*TASK DETAILS*. Using the data below, copy every line that contains the word "down".

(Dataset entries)

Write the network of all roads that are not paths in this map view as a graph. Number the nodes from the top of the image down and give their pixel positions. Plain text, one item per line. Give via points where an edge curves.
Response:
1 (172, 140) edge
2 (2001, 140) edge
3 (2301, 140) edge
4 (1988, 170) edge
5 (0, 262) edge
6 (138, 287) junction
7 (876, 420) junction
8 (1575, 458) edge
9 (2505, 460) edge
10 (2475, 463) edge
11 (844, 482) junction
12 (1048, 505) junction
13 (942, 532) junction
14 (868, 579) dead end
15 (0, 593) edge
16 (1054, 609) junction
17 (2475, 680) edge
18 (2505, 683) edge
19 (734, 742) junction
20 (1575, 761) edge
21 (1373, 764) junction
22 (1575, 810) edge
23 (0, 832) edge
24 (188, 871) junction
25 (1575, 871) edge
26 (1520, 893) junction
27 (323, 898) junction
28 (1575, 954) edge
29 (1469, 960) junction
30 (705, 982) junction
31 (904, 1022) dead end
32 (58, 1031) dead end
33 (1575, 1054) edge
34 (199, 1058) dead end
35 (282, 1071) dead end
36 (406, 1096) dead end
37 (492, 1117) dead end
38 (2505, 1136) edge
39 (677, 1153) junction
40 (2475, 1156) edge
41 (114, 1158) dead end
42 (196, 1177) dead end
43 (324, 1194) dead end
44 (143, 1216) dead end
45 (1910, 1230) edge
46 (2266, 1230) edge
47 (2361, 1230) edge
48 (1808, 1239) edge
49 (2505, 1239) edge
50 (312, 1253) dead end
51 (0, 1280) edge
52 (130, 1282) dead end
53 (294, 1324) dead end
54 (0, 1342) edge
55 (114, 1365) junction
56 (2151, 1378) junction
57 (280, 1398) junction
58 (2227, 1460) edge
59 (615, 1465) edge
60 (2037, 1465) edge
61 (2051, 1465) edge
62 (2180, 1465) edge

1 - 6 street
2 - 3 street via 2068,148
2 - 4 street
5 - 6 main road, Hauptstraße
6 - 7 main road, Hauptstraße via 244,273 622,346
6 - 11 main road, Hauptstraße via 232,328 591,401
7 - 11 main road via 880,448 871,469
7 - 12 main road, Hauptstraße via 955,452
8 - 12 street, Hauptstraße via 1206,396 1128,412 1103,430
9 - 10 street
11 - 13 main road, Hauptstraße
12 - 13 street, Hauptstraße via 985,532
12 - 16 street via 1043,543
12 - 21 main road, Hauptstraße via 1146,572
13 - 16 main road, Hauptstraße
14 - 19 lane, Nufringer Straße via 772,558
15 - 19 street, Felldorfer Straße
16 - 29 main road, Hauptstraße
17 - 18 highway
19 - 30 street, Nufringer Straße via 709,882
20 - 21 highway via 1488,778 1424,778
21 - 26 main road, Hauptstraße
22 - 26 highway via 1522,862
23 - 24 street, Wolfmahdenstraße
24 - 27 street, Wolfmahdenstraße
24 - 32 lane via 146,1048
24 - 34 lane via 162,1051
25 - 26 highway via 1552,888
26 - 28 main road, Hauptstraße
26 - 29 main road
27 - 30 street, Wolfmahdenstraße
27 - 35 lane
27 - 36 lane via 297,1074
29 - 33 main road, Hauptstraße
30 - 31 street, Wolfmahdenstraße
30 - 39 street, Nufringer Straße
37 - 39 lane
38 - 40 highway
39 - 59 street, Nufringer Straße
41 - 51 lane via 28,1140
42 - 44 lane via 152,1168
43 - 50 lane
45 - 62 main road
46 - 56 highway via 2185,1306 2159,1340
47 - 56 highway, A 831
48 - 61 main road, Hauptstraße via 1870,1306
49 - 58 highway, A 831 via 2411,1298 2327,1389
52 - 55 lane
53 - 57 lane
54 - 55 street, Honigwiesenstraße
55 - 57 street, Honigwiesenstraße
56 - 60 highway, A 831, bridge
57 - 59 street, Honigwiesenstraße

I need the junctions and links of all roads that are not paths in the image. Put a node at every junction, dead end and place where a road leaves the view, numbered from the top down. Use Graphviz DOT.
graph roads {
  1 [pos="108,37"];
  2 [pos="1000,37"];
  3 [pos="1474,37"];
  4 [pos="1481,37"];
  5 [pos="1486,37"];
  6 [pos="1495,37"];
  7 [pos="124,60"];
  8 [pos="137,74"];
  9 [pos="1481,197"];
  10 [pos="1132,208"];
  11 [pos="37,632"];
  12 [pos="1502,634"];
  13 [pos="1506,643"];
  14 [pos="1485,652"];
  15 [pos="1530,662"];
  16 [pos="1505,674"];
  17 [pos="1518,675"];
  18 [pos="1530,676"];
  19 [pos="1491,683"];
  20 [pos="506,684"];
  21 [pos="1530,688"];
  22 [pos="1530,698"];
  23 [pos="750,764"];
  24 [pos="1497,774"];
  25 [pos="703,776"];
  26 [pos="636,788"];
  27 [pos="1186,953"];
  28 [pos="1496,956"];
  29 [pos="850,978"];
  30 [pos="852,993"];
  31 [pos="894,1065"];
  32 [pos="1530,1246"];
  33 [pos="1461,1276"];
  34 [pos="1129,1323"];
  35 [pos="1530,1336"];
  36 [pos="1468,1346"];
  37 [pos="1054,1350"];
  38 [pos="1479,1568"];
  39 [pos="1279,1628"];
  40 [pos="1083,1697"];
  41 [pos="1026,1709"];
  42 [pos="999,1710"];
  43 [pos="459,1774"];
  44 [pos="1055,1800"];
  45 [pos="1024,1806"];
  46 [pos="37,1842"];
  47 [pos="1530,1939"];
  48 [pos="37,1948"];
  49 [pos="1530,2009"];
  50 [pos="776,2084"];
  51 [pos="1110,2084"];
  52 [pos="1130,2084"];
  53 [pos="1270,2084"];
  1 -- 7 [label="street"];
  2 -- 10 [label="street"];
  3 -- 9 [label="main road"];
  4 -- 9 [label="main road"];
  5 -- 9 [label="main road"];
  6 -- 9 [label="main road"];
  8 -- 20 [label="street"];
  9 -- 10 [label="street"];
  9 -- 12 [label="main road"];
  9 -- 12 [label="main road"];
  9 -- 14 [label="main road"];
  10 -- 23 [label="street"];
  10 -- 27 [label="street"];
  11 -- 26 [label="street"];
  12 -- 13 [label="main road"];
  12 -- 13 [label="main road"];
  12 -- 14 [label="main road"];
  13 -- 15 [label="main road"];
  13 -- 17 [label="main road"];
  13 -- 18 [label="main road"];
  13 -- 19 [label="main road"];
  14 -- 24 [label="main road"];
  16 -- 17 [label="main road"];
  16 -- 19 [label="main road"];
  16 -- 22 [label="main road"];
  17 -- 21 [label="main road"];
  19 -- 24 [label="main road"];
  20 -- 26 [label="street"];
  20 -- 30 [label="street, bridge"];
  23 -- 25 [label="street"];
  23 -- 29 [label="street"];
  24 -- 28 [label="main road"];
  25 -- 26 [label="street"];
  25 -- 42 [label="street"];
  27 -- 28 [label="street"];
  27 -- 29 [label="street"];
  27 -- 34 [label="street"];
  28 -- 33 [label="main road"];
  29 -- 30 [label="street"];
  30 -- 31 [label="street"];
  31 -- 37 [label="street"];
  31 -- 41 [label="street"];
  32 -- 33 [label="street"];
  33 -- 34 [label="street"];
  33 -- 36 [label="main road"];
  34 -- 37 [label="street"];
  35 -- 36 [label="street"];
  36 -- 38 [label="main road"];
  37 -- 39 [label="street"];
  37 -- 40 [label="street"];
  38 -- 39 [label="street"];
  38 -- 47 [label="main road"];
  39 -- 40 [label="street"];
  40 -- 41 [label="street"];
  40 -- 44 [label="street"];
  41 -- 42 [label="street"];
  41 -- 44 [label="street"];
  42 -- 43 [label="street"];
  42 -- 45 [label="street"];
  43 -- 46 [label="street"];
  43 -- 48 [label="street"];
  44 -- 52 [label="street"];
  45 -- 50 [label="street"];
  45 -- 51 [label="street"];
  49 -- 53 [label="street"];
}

*EXERCISE OUTPUT*.
Write the network of all roads that are not paths in this map view as a graph. Number the nodes from the top of the image down and give their pixel positions. Plain text, one item per line. Give via points where an edge curves.
I need the junctions and links of all roads that are not paths in the image. Put a node at every junction, dead end and place where a road leaves the view, numbered from the top down. Use Graphviz DOT.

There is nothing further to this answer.